*Directions*
Return verbatim the line containing "ring pip: (257, 117)" together with all lines that follow it in the records, and no other material.

*Supplied data*
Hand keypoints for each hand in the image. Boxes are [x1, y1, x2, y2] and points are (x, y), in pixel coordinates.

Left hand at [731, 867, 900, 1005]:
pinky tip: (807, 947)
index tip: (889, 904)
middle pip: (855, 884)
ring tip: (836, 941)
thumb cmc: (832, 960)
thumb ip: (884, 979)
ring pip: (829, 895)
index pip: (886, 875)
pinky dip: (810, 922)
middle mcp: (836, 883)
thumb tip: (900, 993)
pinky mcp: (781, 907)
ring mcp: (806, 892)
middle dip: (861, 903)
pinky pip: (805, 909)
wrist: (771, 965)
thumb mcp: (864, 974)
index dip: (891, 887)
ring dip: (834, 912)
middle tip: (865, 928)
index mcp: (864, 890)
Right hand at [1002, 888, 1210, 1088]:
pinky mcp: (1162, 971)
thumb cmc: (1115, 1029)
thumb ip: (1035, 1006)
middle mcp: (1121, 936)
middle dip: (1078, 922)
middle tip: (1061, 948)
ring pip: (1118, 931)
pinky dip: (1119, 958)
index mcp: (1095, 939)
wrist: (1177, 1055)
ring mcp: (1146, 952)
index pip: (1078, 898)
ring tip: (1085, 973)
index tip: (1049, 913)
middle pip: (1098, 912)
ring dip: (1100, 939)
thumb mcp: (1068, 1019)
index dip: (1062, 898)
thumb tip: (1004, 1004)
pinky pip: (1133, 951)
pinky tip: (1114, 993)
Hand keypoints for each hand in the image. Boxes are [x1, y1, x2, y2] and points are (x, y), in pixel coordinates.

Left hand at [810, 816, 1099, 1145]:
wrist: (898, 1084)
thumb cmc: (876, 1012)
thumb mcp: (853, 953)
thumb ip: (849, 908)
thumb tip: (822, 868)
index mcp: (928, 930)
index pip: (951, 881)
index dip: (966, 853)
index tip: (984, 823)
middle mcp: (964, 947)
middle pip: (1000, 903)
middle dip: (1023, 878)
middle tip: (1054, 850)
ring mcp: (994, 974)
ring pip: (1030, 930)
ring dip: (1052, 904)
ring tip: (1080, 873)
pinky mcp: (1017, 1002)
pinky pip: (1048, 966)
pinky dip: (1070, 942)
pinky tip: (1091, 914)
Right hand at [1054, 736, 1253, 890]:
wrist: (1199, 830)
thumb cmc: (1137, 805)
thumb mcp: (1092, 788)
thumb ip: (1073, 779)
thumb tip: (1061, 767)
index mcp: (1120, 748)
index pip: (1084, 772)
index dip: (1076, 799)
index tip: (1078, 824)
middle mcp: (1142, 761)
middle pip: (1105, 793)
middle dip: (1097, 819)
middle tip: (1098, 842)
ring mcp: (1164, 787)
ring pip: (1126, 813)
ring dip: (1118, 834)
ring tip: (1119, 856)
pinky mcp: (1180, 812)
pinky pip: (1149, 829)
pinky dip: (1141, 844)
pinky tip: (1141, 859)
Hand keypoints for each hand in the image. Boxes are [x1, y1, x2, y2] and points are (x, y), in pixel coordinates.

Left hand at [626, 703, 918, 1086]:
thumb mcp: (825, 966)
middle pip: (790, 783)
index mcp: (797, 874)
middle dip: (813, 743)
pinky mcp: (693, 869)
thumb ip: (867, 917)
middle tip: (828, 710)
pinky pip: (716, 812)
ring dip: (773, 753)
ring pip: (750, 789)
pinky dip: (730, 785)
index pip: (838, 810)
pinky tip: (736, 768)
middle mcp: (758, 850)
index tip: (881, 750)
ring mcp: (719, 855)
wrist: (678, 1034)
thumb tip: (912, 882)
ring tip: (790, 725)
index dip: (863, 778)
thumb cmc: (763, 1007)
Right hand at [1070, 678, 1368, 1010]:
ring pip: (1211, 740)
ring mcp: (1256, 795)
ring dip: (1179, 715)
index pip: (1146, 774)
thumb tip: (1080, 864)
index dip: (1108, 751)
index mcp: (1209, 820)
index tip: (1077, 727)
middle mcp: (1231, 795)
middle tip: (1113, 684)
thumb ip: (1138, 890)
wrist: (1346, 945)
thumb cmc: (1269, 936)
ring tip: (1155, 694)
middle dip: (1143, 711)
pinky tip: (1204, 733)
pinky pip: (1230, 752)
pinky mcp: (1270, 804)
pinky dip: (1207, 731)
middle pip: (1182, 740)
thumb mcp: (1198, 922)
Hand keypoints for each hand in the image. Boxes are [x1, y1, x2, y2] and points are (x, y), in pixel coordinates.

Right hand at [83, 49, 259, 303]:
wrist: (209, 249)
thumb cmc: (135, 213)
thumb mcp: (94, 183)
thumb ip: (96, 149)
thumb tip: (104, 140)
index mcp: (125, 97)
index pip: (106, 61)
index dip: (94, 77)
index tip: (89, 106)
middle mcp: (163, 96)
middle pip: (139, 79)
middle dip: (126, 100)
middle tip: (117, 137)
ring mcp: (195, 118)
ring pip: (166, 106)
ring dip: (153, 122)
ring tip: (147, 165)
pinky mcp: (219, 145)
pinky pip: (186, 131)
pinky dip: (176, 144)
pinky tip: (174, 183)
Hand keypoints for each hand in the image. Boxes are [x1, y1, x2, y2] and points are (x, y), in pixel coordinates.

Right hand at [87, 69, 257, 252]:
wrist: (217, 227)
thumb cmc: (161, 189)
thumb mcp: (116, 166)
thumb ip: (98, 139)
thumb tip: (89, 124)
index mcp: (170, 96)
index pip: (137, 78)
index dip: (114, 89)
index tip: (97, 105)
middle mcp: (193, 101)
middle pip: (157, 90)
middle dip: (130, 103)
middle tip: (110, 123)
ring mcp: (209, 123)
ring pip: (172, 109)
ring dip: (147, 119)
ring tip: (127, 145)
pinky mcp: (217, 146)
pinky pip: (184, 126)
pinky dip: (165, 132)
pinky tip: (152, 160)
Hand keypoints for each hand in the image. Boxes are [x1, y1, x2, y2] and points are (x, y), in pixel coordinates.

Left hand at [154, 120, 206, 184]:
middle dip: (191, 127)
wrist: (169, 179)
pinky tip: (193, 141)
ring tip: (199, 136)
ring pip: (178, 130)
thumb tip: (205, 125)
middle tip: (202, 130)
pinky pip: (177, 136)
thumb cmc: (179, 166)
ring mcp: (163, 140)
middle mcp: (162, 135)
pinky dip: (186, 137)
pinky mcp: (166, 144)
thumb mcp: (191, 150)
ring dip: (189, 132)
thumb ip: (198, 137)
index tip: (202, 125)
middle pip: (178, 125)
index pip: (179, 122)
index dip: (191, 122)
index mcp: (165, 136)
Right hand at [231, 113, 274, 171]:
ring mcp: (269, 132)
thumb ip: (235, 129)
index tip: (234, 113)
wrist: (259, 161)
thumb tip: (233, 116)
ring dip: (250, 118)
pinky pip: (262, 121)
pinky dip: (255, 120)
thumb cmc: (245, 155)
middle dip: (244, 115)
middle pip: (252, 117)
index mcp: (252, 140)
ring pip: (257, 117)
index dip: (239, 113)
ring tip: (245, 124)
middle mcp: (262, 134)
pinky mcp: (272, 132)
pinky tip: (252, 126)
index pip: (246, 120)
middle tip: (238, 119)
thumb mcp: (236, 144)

*Your solution*
ring pip: (257, 117)
index dip: (239, 113)
ring tip: (245, 124)
middle mcp: (262, 134)
pinky mcp: (272, 132)
pinky tip: (252, 126)
index pip: (246, 120)
middle tip: (238, 119)
thumb mcp: (236, 144)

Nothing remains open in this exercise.